We. reverse the trial court’s entry of summary judgment in favor *258of the Board and remand with directions to enter summary judgment in favor of the Association. We find no disputed issue of material fact pertaining to either grievance.

Facts

William Englemann and Barbara Dahlkemper were teachers at Conrady Junior High School, one of the schools in District No. 117 whose faculty was covered by the PNA, a collective bargaining agreement between the teachers and the Board. The provisions of the PNA pertinent to this appeal are as follows:

“II. PROFESSIONAL QUALIFICATIONS AND ASSIGNMENTS
* * *
2.5 EXTRA-CURRICULAR ASSIGNMENTS Any assignments in addition to the normal school day during the regular school term shall not be obligatory but shall be with the consent of the teacher.
* * *
III. TEACHER EVALUATION
3.1 NOTIFICATION - ASSIGNED AND TRAVELING TEACHERS
Within 20 days after the beginning of each school term the building principal, or immediate supervisor, shall acquaint each teacher under his supervision with the teacher evaluation procedures, standards and instruments, and *** shall attempt to explain the evaluation process in sufficient detail so that a teacher can reasonably know what is expected ***.
* * *
IV. TEACHER RIGHTS - BOARD RIGHTS
* * *
4.12 BOARD AUTHORITY
The Board, on behalf of the electors of the District, retains and reserves the ultimate responsibilities for proper management of the District *** including but not limited to the responsibilities for the right:
1. To maintain executive management and administrative control of the District *** and the professional activities of its employees ***;
* * *
5. To determine class schedules, non-teaching assignments, the hours of instruction, and the duties, responsibilities, and assignments of faculty members.
*259* * *
VII. TEACHING HOURS AND ASSIGNMENTS
* * *
7.2 VOLUNTARY INTERNAL SUBSTITUTION
Any teacher who accepts a class above the normal assigned load shall be compensated at the rate of five dollars ($5.00) per hour. (Jr. High per period);
* * *
7.3 ADDITIONAL LOAD COMPENSATION
If a teacher shall teach more than the normal teaching load as set forth in this agreement, said teacher shall receive additional compensation on an hourly basis. This amounts to 0.07722 percent of the annual salary per hour.
This section pertains only to Jr. High School teachers who agree to teach each day an additional subject in lieu of the scheduled preparation period.
* * *
VIII. PROFESSIONAL GRIEVANCE PROCEDURES 8.1 DEFINITION
A grievance shall mean a complaint that there has been an alleged violation, misinterpretation, or misapplication of any provision of this Agreement.
* * *
8.3 PROCEDURES
* * *
E. Fifth step. *** [I]f the grievance is not settled in accordance with the foregoing procedure, the Association (but not the teacher) may refer the grievance to arbitration ***.
The Association or the Board may submit the grievance to final and binding arbitration under the Voluntary Labor Arbitration Rules of the American Arbitration Association ***.
The arbitrator shall have no right to amend, modify, nullify, [or] ignore *** the provisions of this Agreement or any applicable Board policy. *** The arbitrator shall be without power to make decisions' contrary to or inconsistent with or modifying or varying in any way the applicable laws and rules and regulations having the force and effect of law.”

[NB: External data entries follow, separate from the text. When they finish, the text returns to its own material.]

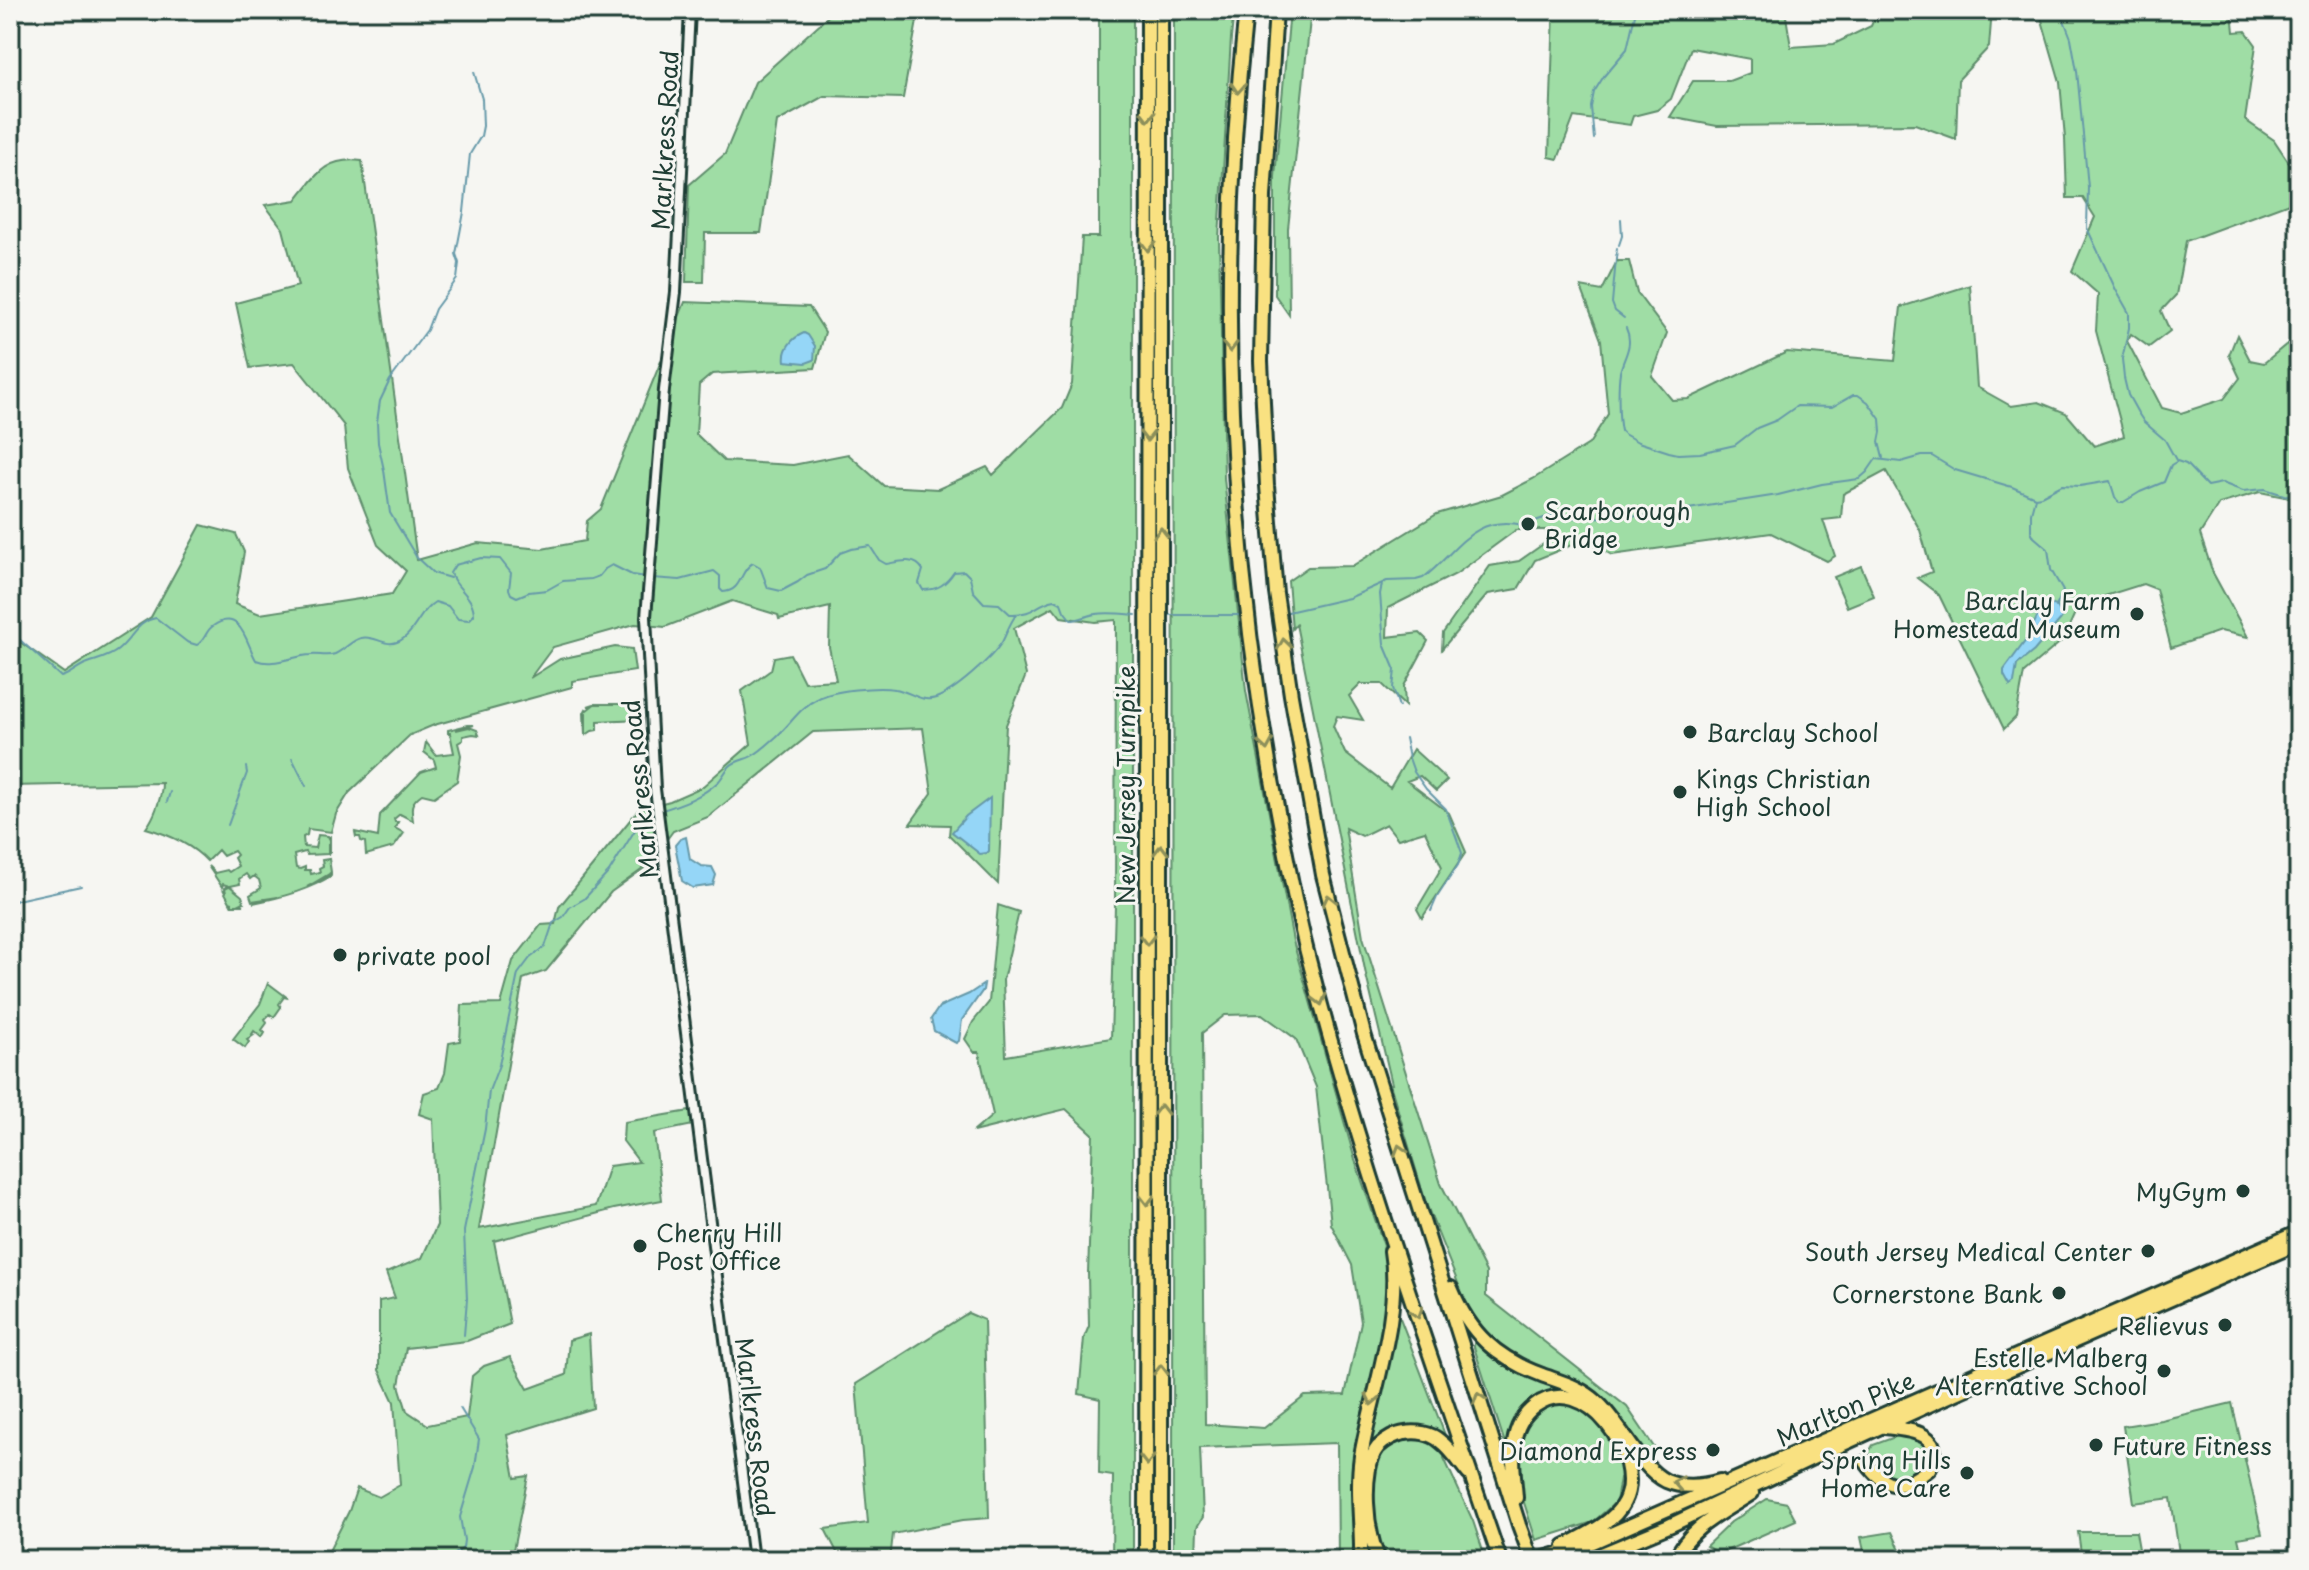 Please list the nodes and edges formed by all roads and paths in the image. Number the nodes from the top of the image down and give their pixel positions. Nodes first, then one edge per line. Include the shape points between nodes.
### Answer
1 (690, 10) edge
2 (1148, 10) edge
3 (1161, 10) edge
4 (1246, 10) edge
5 (1276, 10) edge
6 (1415, 1201) junction
7 (1384, 1213) junction
8 (2299, 1232) edge
9 (2299, 1243) edge
10 (2218, 1268) junction
11 (2119, 1323) junction
12 (1882, 1426) junction
13 (1866, 1462) dead end
14 (1784, 1471) junction
15 (1754, 1472) junction
16 (1473, 1479) junction
17 (1519, 1525) junction
18 (1536, 1558) edge
19 (753, 1560) edge
20 (1146, 1560) edge
21 (1161, 1560) edge
22 (1361, 1560) edge
23 (1380, 1560) edge
24 (1500, 1560) edge
25 (1587, 1560) edge
26 (1675, 1560) edge

1 - 19 street, Marlkress Road via 676,292 647,606 649,699 656,799
2 -> 20 highway, New Jersey Turnpike
21 -> 3 highway, New Jersey Turnpike
4 -> 7 highway via 1231,187 1229,307 1239,536 1251,646 1306,949
6 -> 5 highway via 1330,904 1276,593 1261,361 1264,196
15 -> 6 highway via 1715,1483 1669,1482 1648,1468 1587,1394 1491,1348 1456,1301
17 -> 6 highway
7 -> 16 highway
7 -> 22 highway via 1394,1297 1360,1464
8 - 10 highway, Marlton Pike
9 - 11 highway, Marlton Pike
10 - 11 highway via 2212,1277
10 - 15 highway, Marlton Pike
11 - 12 highway, Marlton Pike
12 - 13 highway via 1924,1435 1934,1459 1921,1476 1898,1485 1877,1477
12 - 14 highway, Marlton Pike
14 - 25 highway, Marlton Pike
14 - 26 highway via 1692,1534
15 - 18 highway, Marlton Pike via 1586,1545
16 - 23 highway via 1439,1439 1422,1432 1398,1434 1378,1447 1369,1473 1368,1518
16 - 24 highway
17 - 18 highway
17 - 18 highway via 1513,1458 1519,1425 1532,1408 1551,1398 1584,1403 1619,1443 1628,1492 1605,1523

In addition, the Board cites the following sections of the School Code as the source of powers beyond those contained in the PNA and thus not subject to arbitration:

“Sec. 10 — 22.10. Control and supervision of school houses and school grounds. To have the control and supervision of all pub-*260lie school houses in their district ***.” Ill. Rev. Stat. 1979, ch. 122, par. 10 — 20.5.
“Sec. 10 — 20.5. Rules. To adopt and enforce all necessary rules for the management and government of the public schools of their district.” Ill. Rev. Stat. 1979, ch. 122, par. 10 — 20.5.
“Sec. 24 — 24. Maintenance of discipline. Teachers and other certificated educational employees shall maintain discipline in the schools ***.” Ill. Rev. Stat. 1979, ch. 122, par. 24 — 24.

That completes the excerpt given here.